Best wishes and if I ever run into you in the river I owe you a beer.


----------



## 2tomcat2 (May 27, 2012)

"I fully understand, and respect, that we all come here for different reasons. That's what I believe makes this site great."
Thank you, IDriverRunner....


----------



## GeoRon (Jun 24, 2015)

The beer is on me.


----------



## okieboater (Oct 19, 2004)

my last post on this thread is :

The change that gave us this automatic set of topics from forums as determined by the programmers
should be changed to let registered members (or every one) select the forum they want to go to on logons.
or just go to the ww boaters general forum on logons which should be a pretty simple programming task.


----------



## GeoRon (Jun 24, 2015)

Rather than cluttering up somewhere you prefer not to be with comments not pertinent to the thread I have created a new thread where you can clarify your specific needs.

The more hits this thread in "Community Help" receives the greater the likelihood of a successful request.









Mountain Buzz







www.mountainbuzz.com


----------



## LSB (Mar 23, 2004)

Um.... the post is about river access in Montana, This is a river running forum, That's why we come here,,, to talk about rivers and issues that affect them.
I lived 20 years in Colorado where I couldnt get out of my boat in many places. Now I live in a state where I can. Our new governor has in the past tried to convince lawmakers to change that.
I for one, would appreciate every buzzard screamming THIS IS BULLSHIT at Gienforte every chance yall get.


----------



## Andy H. (Oct 13, 2003)

okieboater said:


> my last post on this thread is :
> 
> The change that gave us this automatic set of topics from forums as determined by the programmers should be changed to let registered members (or every one) select the forum they want to go to on logons. or just go to the ww boaters general forum on logons which should be a pretty simple programming task.


I've reached out to the tech folks about your request.

In the meantime, this is a river access issue and is quite pertinent to boating. I'll move this thread to the Access and Safety Alerts forum where it should be. Unfortunately river access and politics are often intricately intertwined, and the reality is: "those who don't do politics get done by politics." MountainBuzz has been used to mobilize support for river access in the past and hopefully will be used to support river access in the future.

Many of us live in a state where a swimmer coming ashore on private land, or someone who touches the river bottom as they float past a multi-million dollar third home can find the sheriff waiting for us at the takeout with an arrest warrant. We came close to having a legislative fix for that once upon a time and if it comes up again, you'll see the Buzz used to mobilize political support.

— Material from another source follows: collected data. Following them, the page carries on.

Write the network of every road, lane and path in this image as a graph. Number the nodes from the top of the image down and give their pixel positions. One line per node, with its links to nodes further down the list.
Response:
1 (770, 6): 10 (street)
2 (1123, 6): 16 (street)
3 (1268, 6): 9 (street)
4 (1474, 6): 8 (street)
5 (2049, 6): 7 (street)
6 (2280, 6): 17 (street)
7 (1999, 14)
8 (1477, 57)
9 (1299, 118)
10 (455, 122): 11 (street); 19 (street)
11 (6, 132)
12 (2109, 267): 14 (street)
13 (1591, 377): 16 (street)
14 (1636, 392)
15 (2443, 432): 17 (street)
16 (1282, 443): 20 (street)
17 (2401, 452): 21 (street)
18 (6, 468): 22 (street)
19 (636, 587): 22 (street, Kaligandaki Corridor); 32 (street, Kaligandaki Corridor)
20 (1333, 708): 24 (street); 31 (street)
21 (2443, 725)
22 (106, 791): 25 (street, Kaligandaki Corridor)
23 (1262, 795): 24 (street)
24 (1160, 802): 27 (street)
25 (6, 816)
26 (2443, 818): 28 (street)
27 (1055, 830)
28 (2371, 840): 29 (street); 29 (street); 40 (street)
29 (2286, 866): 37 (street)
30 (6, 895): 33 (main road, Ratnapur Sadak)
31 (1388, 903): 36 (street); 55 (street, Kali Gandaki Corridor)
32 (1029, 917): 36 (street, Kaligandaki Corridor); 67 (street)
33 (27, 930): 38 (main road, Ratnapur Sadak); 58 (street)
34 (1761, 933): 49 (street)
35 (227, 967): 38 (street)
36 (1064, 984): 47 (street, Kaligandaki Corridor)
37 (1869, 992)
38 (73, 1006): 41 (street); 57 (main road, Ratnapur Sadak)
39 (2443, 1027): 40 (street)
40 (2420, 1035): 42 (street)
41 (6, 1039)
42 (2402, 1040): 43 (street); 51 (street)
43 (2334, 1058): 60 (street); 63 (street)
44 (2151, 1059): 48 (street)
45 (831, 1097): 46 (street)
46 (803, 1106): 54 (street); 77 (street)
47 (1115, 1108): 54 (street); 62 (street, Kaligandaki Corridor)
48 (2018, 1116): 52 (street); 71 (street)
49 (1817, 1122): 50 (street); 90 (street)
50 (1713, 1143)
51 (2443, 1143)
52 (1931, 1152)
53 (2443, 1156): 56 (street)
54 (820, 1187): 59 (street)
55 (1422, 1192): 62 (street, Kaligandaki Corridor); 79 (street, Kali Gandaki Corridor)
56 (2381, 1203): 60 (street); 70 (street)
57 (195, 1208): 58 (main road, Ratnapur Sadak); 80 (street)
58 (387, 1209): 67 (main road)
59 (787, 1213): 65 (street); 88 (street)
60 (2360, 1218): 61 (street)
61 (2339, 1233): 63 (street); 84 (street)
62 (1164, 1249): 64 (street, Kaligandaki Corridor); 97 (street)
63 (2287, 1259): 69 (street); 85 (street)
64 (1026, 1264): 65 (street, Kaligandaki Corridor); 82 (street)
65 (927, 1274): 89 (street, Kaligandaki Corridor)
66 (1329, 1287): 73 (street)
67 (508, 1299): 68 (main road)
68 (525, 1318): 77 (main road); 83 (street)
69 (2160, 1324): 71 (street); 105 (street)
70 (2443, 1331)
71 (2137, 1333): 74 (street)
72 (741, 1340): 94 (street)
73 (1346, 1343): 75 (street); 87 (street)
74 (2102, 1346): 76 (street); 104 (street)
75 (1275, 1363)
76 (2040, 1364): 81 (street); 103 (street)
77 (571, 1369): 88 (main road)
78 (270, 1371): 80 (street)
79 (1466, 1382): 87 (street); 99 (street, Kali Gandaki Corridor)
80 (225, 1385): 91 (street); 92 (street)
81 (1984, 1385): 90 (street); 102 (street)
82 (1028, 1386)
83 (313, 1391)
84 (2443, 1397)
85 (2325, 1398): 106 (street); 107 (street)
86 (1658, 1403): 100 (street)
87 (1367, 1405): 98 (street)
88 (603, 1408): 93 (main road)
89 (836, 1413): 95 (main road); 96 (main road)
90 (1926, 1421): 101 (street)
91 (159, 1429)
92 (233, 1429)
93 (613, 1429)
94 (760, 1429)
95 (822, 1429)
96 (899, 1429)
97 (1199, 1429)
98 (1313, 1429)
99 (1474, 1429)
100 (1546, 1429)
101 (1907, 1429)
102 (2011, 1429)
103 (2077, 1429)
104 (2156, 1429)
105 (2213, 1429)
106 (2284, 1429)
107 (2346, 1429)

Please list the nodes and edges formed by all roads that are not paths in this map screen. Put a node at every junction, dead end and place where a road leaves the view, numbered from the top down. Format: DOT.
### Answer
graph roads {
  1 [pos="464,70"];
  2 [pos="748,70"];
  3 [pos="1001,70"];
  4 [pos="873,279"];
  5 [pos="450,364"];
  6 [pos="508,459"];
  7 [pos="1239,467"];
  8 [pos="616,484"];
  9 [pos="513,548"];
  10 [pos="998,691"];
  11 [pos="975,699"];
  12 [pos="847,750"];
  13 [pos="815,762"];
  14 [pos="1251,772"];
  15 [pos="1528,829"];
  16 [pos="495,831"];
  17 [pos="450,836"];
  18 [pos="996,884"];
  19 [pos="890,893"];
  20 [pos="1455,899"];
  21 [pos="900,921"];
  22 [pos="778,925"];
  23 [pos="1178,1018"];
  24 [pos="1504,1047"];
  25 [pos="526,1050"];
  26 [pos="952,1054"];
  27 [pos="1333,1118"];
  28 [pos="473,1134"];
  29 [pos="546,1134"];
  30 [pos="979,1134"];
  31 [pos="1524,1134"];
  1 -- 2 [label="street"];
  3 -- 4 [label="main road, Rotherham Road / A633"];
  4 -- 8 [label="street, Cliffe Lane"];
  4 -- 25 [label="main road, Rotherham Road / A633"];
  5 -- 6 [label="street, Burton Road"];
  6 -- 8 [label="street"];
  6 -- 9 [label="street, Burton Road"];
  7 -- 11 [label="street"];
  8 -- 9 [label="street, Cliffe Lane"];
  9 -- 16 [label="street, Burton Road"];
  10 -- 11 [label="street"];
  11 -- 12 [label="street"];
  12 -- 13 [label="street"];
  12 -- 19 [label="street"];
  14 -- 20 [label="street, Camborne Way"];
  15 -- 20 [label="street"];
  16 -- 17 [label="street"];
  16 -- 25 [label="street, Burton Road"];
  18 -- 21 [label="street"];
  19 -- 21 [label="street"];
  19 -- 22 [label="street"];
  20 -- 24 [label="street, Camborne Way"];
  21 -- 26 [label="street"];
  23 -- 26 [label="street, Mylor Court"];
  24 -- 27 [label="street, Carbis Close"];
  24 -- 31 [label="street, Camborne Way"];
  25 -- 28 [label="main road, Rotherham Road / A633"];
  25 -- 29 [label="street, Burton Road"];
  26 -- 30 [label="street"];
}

If that offends your sensibilities and you need a "safe space" please remember you always have the power to scroll right past any threads you don't want to read.

-AH


----------



## LSB (Mar 23, 2004)

"those who don't do politics get done by politics." 
I'll use that one,,,, Thanks


----------



## GeoRon (Jun 24, 2015)

Deleted by author


----------



## MNichols (Nov 20, 2015)

Andy H. said:


> If that offends your sensibilities and you need a "safe space" please remember you always have the power to scroll right past any threads you don't want to read.
> -AH


 And there's the ignore function too, which works great. You can "unfollow" a thread, I saw the link to do so somewhere on a thread I was following, but I was interested in it and didn't.


----------



## GeoRon (Jun 24, 2015)

Deleted.


----------